→ **Work request**:
Your output is to consist only of the line containing "T(152,949,'新闻动态')" and the lines after it, through the end of the data, reproduced exactly.

(Collected data entries)
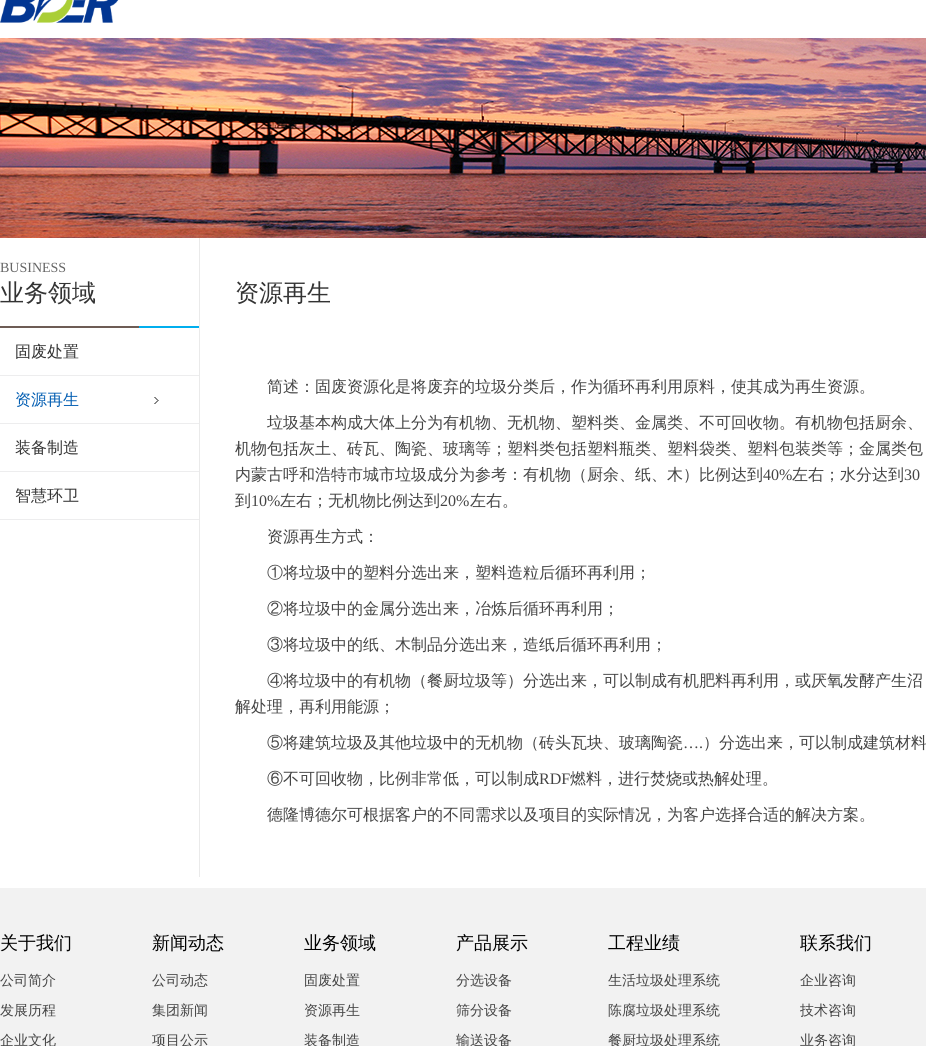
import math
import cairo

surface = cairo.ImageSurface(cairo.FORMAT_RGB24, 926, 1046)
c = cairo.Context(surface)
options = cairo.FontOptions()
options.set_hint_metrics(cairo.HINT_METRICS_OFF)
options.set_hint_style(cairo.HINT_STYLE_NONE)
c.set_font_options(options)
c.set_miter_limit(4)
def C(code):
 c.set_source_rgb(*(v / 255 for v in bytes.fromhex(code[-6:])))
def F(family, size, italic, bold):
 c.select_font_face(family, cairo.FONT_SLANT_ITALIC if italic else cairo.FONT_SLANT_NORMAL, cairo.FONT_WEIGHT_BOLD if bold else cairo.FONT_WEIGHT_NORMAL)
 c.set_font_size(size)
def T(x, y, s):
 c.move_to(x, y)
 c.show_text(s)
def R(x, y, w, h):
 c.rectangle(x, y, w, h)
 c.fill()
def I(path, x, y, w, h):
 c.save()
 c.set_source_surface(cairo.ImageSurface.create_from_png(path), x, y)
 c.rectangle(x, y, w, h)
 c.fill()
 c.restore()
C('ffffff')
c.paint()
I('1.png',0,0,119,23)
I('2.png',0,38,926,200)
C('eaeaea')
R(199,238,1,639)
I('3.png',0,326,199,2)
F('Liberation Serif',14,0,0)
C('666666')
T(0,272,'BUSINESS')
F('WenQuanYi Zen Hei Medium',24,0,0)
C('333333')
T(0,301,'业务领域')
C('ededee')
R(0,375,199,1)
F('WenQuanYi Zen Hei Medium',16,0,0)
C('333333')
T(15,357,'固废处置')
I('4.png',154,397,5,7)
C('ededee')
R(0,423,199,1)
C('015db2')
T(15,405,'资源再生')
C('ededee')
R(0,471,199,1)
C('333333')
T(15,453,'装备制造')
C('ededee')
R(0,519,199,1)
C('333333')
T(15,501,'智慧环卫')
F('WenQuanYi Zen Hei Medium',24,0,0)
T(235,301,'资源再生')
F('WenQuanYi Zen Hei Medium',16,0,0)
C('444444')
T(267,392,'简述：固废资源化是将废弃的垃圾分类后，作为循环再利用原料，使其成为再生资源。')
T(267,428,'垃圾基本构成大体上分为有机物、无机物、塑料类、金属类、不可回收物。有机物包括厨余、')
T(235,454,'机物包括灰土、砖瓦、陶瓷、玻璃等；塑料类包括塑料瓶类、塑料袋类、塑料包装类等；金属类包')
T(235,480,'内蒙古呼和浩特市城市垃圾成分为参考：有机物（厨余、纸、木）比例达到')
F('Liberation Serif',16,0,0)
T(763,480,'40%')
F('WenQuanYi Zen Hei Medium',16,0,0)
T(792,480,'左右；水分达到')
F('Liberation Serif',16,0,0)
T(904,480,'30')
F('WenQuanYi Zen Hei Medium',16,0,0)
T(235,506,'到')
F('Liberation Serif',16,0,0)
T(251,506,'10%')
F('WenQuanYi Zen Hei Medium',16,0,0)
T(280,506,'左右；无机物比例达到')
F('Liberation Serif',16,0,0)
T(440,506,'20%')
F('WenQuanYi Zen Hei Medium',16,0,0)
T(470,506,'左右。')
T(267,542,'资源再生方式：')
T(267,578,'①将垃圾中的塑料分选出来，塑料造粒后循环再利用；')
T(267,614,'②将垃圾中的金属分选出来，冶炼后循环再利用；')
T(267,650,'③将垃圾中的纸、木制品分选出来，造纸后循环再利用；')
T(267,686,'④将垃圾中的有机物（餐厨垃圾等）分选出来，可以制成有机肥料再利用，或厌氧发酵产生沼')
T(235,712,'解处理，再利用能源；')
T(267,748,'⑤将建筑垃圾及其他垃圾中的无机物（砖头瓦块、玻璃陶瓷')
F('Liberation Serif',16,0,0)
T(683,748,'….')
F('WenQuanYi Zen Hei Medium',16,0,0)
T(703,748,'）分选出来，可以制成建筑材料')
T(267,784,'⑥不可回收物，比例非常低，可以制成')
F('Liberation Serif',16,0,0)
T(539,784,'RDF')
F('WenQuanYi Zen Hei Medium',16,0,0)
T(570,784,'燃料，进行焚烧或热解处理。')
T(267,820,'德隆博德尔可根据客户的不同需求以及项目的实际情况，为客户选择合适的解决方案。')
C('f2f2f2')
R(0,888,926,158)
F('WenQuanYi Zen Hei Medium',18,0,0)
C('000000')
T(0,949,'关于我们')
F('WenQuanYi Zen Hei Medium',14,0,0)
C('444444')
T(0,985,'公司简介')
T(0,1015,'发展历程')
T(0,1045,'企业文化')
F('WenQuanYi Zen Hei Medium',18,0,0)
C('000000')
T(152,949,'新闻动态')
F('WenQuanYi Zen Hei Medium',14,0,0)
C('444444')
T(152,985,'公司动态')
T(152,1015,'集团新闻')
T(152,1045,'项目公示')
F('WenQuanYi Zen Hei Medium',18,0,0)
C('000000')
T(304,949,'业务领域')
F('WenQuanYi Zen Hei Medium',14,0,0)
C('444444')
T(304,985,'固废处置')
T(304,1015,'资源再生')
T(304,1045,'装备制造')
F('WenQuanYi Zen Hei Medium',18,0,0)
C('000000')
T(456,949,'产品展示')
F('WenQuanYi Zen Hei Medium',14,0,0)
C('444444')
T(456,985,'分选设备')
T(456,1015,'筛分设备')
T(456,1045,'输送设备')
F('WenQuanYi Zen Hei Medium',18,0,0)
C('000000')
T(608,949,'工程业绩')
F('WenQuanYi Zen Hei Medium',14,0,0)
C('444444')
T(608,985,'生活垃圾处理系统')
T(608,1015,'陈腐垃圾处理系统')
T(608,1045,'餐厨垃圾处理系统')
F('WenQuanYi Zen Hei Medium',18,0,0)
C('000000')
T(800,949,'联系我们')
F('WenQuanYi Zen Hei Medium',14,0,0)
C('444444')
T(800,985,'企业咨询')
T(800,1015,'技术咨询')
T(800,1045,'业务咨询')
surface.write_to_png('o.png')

→ **The answer**:
T(152,949,'新闻动态')
F('WenQuanYi Zen Hei Medium',14,0,0)
C('444444')
T(152,985,'公司动态')
T(152,1015,'集团新闻')
T(152,1045,'项目公示')
F('WenQuanYi Zen Hei Medium',18,0,0)
C('000000')
T(304,949,'业务领域')
F('WenQuanYi Zen Hei Medium',14,0,0)
C('444444')
T(304,985,'固废处置')
T(304,1015,'资源再生')
T(304,1045,'装备制造')
F('WenQuanYi Zen Hei Medium',18,0,0)
C('000000')
T(456,949,'产品展示')
F('WenQuanYi Zen Hei Medium',14,0,0)
C('444444')
T(456,985,'分选设备')
T(456,1015,'筛分设备')
T(456,1045,'输送设备')
F('WenQuanYi Zen Hei Medium',18,0,0)
C('000000')
T(608,949,'工程业绩')
F('WenQuanYi Zen Hei Medium',14,0,0)
C('444444')
T(608,985,'生活垃圾处理系统')
T(608,1015,'陈腐垃圾处理系统')
T(608,1045,'餐厨垃圾处理系统')
F('WenQuanYi Zen Hei Medium',18,0,0)
C('000000')
T(800,949,'联系我们')
F('WenQuanYi Zen Hei Medium',14,0,0)
C('444444')
T(800,985,'企业咨询')
T(800,1015,'技术咨询')
T(800,1045,'业务咨询')
surface.write_to_png('o.png')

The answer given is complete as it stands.